Unexpected events that rocked the lives of members of the Georgia Tech College of Management community in recent years led to the establishment of the business school's Community Fund to help those in need. The full-time MBA students behind the fund's creation were recently honored for their efforts with the Responsible Leadership Award at the 2012 Graduate Business Conference (GBC).
They are 2011-2012 student leaders Angela Behnken, president of Graduate Students in Management; Shilpa Arya, vice president; Carter Posey, treasurer; and Chris Chandler, honor code representative. They received the award in Rochester, New York, at the GBC, which brings together student leaders from the world's top business schools to share best practices, discuss solutions to common issues, and promote networking.

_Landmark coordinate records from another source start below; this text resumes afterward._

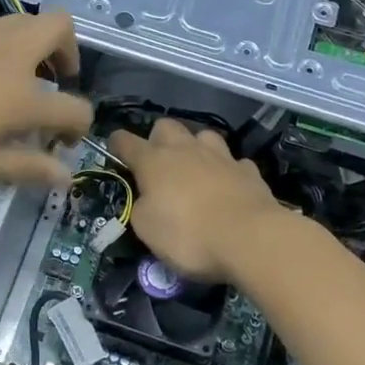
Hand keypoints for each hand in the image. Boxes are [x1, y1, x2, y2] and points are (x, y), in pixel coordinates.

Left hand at [0, 11, 92, 187]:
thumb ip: (23, 167)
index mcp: (22, 97)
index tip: (64, 139)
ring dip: (29, 46)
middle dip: (68, 52)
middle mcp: (10, 54)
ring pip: (22, 22)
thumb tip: (65, 176)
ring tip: (5, 78)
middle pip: (60, 29)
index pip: (74, 107)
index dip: (79, 125)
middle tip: (51, 79)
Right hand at [108, 119, 277, 281]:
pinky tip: (228, 185)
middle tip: (158, 163)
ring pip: (203, 135)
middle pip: (165, 126)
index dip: (116, 145)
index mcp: (153, 161)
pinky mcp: (248, 171)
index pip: (125, 141)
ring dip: (195, 147)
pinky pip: (234, 162)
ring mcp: (220, 157)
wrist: (251, 238)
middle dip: (158, 139)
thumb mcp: (146, 229)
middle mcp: (185, 150)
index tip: (114, 152)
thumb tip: (146, 199)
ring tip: (195, 168)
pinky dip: (227, 171)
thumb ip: (140, 207)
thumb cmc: (188, 234)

College of Management Dean Steve Salbu praised the winning students for their efforts at supporting the business-school community. "The Community Fund, including the values and passion behind it, is one of the many examples why the Georgia Tech MBA Program is so special."
The fund's stated vision is to "enable Graduate Students in Management with the ability to provide support for our community and react quickly and systematically to the needs of our MBA community, including students, alumni, faculty and staff in life-changing situations."
The creation of the fund stemmed from challenges faced by Tech community members in 2010-2011: a professor who began a successful battle with cancer, and an international student who went temporarily into a coma after a blood vessel ruptured in his brain. For the professor, students collected donations for gifts of books and DVDs to lift his spirits during chemotherapy. And they raised $5,000 to help fund housing for the ill student's family, who had to travel to Atlanta from overseas during his lengthy recovery.
Plans for the Community Fund formalized last fall after the death of a professor's wife due to complications related to her chronic illness after routine surgery. MBA students raised funds, coordinated bringing meals to the professor at the hospital, and ultimately donated $1,000 to the United Mitochondrial Disease Fund in her memory.
Other funds raised from students, faculty, staff, and alumni enabled the formal establishment of the Community Fund. "During times when MBA Programs have been criticized for producing leaders that lack compassion, the Community Fund is an innovative way to influence empathy and compassion to be at the core of the Georgia Tech MBA," says team member Angela Behnken.